Version: v1.3.0

Repurchase Window Prediction

0 | Environment setup

Installs required packages (xplainable, xplainable-client) and imports libraries used throughout the notebook.

!pip install xplainable
!pip install xplainable-client

import pandas as pd
import xplainable as xp
from xplainable.core.models import XClassifier
from xplainable.core.optimisation.bayesian import XParamOptimiser
from xplainable.preprocessing.pipeline import XPipeline
from xplainable.preprocessing import transformers as xtf
from sklearn.model_selection import train_test_split
import requests

import xplainable_client
import json

1 | Connect to Xplainable API

Creates an authenticated xplainable_client.Client instance so you can train, deploy, and query models.

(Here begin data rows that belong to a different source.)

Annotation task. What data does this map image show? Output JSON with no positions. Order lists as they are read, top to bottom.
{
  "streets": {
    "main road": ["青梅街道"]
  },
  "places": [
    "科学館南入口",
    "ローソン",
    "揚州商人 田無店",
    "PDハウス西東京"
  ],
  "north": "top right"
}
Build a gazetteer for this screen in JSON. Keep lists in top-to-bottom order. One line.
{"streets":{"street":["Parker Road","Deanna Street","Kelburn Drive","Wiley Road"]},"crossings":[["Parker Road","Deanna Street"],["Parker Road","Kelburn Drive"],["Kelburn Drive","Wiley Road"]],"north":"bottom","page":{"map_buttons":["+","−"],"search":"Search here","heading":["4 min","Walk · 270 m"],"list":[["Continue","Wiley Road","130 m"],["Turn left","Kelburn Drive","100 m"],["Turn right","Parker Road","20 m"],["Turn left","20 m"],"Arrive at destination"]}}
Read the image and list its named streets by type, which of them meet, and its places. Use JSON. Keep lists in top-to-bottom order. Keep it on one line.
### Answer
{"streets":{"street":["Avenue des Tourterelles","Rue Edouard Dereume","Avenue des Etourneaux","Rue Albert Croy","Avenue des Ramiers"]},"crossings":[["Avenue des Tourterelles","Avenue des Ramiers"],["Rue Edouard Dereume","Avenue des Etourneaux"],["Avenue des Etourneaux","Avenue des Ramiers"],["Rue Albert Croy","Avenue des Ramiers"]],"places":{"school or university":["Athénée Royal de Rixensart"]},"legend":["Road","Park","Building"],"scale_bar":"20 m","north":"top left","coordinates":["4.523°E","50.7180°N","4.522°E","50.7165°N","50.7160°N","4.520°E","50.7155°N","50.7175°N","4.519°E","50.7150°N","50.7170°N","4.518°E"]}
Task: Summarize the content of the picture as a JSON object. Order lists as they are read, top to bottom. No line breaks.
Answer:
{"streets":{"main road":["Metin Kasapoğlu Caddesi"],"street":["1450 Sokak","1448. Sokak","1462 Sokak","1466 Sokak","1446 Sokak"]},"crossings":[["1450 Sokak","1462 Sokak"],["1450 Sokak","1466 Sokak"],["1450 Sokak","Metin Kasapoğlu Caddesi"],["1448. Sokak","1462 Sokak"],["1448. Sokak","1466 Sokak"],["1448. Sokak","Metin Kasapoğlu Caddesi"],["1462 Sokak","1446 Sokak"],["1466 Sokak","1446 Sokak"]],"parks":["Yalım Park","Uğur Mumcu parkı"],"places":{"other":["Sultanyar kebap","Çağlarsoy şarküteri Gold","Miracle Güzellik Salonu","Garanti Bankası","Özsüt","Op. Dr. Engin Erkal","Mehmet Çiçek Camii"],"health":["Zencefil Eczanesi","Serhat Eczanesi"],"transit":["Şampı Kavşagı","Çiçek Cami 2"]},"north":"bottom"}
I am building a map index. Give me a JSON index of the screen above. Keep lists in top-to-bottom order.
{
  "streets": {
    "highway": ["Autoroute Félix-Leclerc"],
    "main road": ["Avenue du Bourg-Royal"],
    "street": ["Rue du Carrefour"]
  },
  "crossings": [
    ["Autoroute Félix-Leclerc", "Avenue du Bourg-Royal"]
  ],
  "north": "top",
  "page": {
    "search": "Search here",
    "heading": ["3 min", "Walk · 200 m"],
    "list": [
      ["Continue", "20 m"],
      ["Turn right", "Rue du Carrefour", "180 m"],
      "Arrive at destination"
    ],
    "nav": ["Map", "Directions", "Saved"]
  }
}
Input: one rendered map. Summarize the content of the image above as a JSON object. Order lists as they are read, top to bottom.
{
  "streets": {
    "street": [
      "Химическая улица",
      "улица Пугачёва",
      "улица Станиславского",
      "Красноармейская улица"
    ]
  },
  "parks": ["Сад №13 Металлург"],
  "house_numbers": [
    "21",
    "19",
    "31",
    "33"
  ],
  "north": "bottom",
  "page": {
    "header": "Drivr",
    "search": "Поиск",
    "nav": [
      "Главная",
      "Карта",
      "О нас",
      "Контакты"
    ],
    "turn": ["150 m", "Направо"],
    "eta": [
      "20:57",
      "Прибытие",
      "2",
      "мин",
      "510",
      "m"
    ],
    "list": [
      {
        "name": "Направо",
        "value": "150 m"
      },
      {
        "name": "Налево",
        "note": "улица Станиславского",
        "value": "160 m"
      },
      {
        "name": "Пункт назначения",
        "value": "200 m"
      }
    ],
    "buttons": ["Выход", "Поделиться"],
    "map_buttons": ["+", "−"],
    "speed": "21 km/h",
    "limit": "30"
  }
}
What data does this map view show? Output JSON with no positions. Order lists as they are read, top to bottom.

client = xplainable_client.Client(
    api_key="",#<- Add your own token here
)

2 | Load Online Retail II dataset

Downloads the two-sheet Excel file from UCI, concatenates them, and performs basic cleanup (Amount column, drop returns, etc.).

import pandas as pd
import requests
from io import BytesIO

def load_online_retail_ii():
    """
    Downloads the Online Retail II dataset directly from the UCI repository
    and returns a single DataFrame combining both sheets.
    """
    url = "https://archive.ics.uci.edu/ml/machine-learning-databases/00502/online_retail_II.xlsx"
    r = requests.get(url)
    r.raise_for_status()  # fail early if we got a bad status

    # read both year‐sheets and concatenate
    xls = pd.ExcelFile(BytesIO(r.content))
    df1 = pd.read_excel(xls, sheet_name="Year 2009-2010", parse_dates=["InvoiceDate"])
    df2 = pd.read_excel(xls, sheet_name="Year 2010-2011", parse_dates=["InvoiceDate"])
    df = pd.concat([df1, df2], ignore_index=True)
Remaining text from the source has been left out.